# depth marking on single color braid



## ksong (Jun 30, 2004)

On the recent 16 days long range trip, I experimented depth marking on white Jerry Brown Hollow line for jigging. 
I made about one inch mark with different color of braid at 100 ft of JB main line by using 20 half hitch knot/uni knot and super Zap glue.
I worked great.
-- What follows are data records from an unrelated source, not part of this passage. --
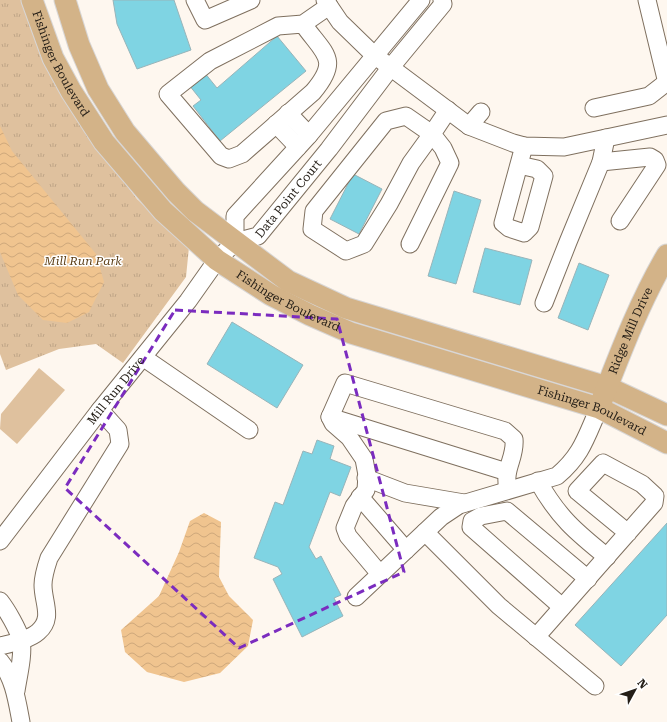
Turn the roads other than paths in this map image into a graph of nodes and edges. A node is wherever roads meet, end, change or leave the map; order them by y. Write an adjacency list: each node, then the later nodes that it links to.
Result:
1 (32, 0): 29 (main road, Fishinger Boulevard)
2 (65, 0): 26 (main road, Fishinger Boulevard)
3 (196, 0): 4 (street)
4 (251, 0)
5 (421, 0): 10 (street, Data Point Court)
6 (442, 0): 11 (street, Data Point Court)
7 (647, 0): 12 (street)
8 (327, 3): 9 (street); 10 (street)
9 (302, 24): 16 (street); 16 (street)
10 (374, 55): 11 (street); 21 (street, Data Point Court)
11 (391, 67): 14 (street); 26 (street, Data Point Court)
12 (666, 77): 13 (street)
13 (594, 108)
14 (448, 110): 18 (street); 19 (street)
15 (481, 112): 18 (street)
16 (282, 119): 21 (street)
17 (667, 125): 20 (street)
18 (469, 126): 22 (street)
19 (432, 134): 19 (street); 27 (street)
20 (606, 138): 22 (street); 23 (street)
21 (303, 141): 26 (street, Data Point Court)
22 (524, 146): 24 (street)
23 (601, 162): 25 (street); 30 (street)
24 (519, 164)
25 (620, 222)
26 (235, 242): 29 (street, Mill Run Drive); 32 (main road, Fishinger Boulevard)
27 (410, 244)
28 (667, 255): 32 (main road, Ridge Mill Drive)
29 (217, 260): 31 (street, Mill Run Drive); 33 (main road, Fishinger Boulevard)
30 (544, 304)
31 (144, 358): 34 (street, Mill Run Drive); 37 (street)
32 (607, 387): 33 (main road, Ridge Mill Drive); 35 (main road, Fishinger Boulevard)
33 (599, 408): 38 (main road, Fishinger Boulevard); 41 (street)
34 (100, 410): 47 (street, Mill Run Drive); 56 (street)
35 (667, 415)
36 (330, 417): 39 (street); 39 (street); 40 (street)
37 (249, 430)
38 (667, 443)
39 (507, 472): 42 (street)
40 (366, 478): 43 (street); 44 (street)
41 (538, 481): 42 (street); 49 (street)
42 (508, 490): 44 (street)
43 (360, 497): 48 (street); 50 (street)
44 (464, 503): 45 (street)
45 (425, 532): 48 (street); 55 (street)
46 (628, 533): 46 (street); 49 (street)
47 (0, 541)
48 (406, 550): 50 (street)
49 (607, 557): 51 (street)
50 (380, 574): 52 (street)
51 (588, 579): 54 (street); 54 (street)
52 (356, 597)
53 (0, 601): 56 (street)
54 (562, 607): 55 (street)
55 (536, 637): 59 (street)
56 (21, 640): 57 (street); 60 (street)
57 (0, 646)
58 (0, 661): 60 (street)
59 (595, 686)
60 (16, 691): 61 (street)
61 (21, 722)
I can see it when it passes through my guides. 
When I can not see the color during dark hours, I can feel it with my fingers when it passes through my fingers.


----------



## stryper (Nov 10, 2008)

There goes the pre-marked line market... 
and a whole new visually handicapped opened !


----------



## Roger (Aug 12, 2005)

Kil, you better run get ya a patent on that before somebody else beats ya to it..........lol


----------



## Roger (Aug 12, 2005)

Kil, you better run get ya a patent on that before somebody else beats ya to it..........lol


----------



## ksong (Jun 30, 2004)

Roger said:


> Kil, you better run get ya a patent on that before somebody else beats ya to it..........lol


I had plenty of time to think while the Excel ran 4 days from San Diego to Hurricane Bank.

As long as I can help other fishermen, that is fine. 
I am constantly in search of better techniques, better methods or better tackle to share with other fishermen.


----------